Some Places Come With Their Own Knowledge
I have a secret. One I have kept since I was six.
It started out as any normal day for a six year old. I left in the morning to go exploring around my house. I walked to the great wall that lined our community. I saw two giant rocks resting next to each other. I noticed a small hole and climbed through. I had stumbled upon a secret.
I was in awe. My eyes and mouth both opened wide. It was a lust garden, with trees, a beautiful pond and lots of wild flowers. I love wild flowers. In the center of the garden was a stone gazebo. I climbed into the gazebo. I rested a bit trying to take in all the magic that danced around me.
Some places come with their own knowledge. A knowledge that I could tell no one, the garden spoke to me. I needed to preserve it. And in order to do that no one could know. I knew this place would be fabulous. I just didn’t realize how it would come to be a refuge for the ups and downs of life.
In childhood I looked for adventure in my secret garden. This was the place where make believe came to life. I cherished my time in the garden. I was safe here. No one ever disturbed me here. There was no fighting in the garden only peace.
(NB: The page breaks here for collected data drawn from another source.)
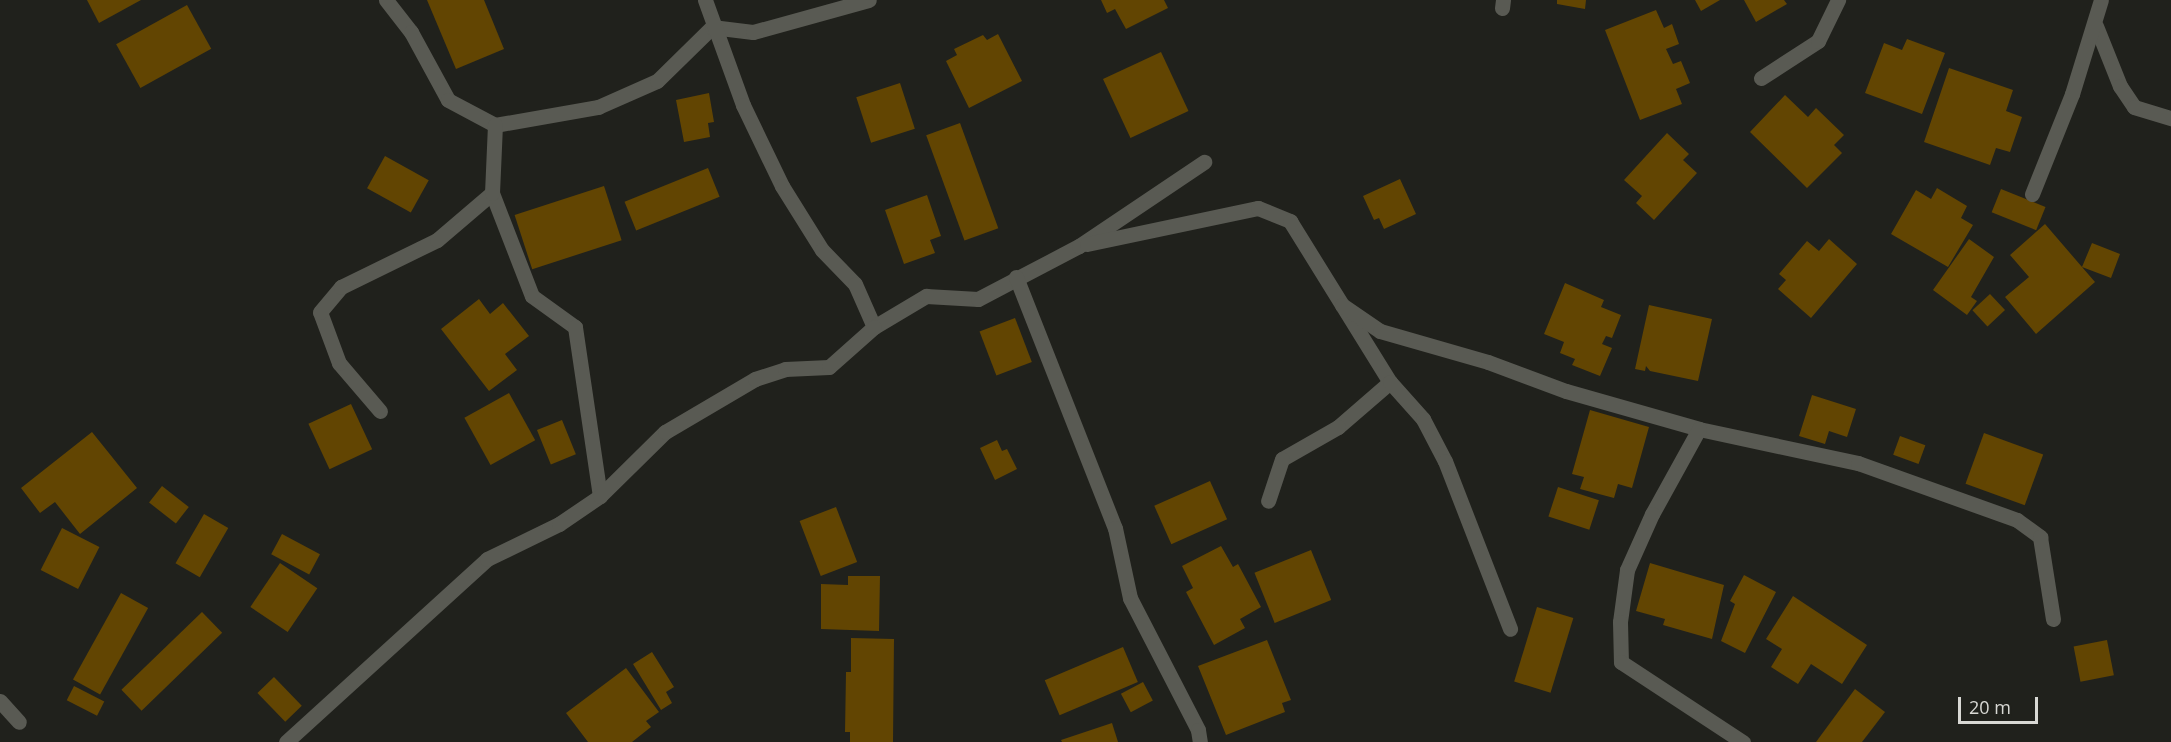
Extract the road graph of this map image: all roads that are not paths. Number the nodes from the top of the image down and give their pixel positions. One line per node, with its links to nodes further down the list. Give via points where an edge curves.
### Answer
1 (386, 0): 10 (street, via 411,32 448,100)
2 (705, 0): 7 (street)
3 (869, 0): 7 (street, via 753,32)
4 (1838, 0): 8 (street, via 1818,40)
5 (2102, 0): 6 (street)
6 (2096, 26): 9 (street, via 2120,86 2134,107); 13 (street)
7 (712, 27): 10 (street, via 657,81 598,106); 17 (street, via 782,186 822,250 855,284)
8 (1761, 78)
9 (2171, 118)
10 (495, 125): 12 (street)
11 (1204, 162): 14 (street)
12 (492, 193): 19 (street, via 436,240 341,287 320,312 339,363); 21 (street, via 531,296 575,327)
13 (2032, 194)
14 (1079, 246): 15 (street); 16 (street, via 1258,208 1290,221)
15 (1016, 277): 17 (street, via 978,299 926,296); 28 (street, via 1115,528 1130,598 1198,730)
16 (1342, 305): 18 (street); 20 (street, via 1380,331)
17 (874, 327): 21 (street, via 829,367 785,369 755,379 706,405 665,432)
18 (1390, 382): 22 (street, via 1338,427 1282,459); 24 (street, via 1423,419 1445,461)
19 (380, 411)
20 (1699, 429): 23 (street, via 1858,463 2017,520 2040,537); 29 (street, via 1627,570 1620,622 1621,662)
21 (600, 496): 27 (street, via 560,524 487,559)
22 (1268, 501)
23 (2053, 619)
24 (1510, 629)
25 (0, 701): 26 (street)
26 (19, 722)
27 (286, 742)
28 (1200, 742)
29 (1743, 742)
When I arrived at the garden it appeared in any form I wanted. The garden changed with my thoughts. If I wanted to ice skate the pond froze over and winter appeared, yet I never got cold.
In middle school my garden became an escape. Here in the garden I could shut the world out, kids didn’t pick on me here. I was smart and beautiful in the garden. I could perform tasks that the garden appreciated and loved.
In high school I came to the garden to reset, a place where I could read, ice skate and swim. The pressure of life was released. The song on the birds was sweet music. I came to realize how much I enjoyed the simple things in life. I needed to let everything else go.
As I grew I visited the garden less and less. Now I am an adult. I haven’t been to my garden in years. I still envision the garden in my mind. I know it is still there. I wonder if another child has stumbled upon the garden. At times I need the safety, peace and refugee of my garden. I have to go there in my mind. The garden is too far away. I want to thank the garden for getting me through many difficult years and for filling my childhood with joy.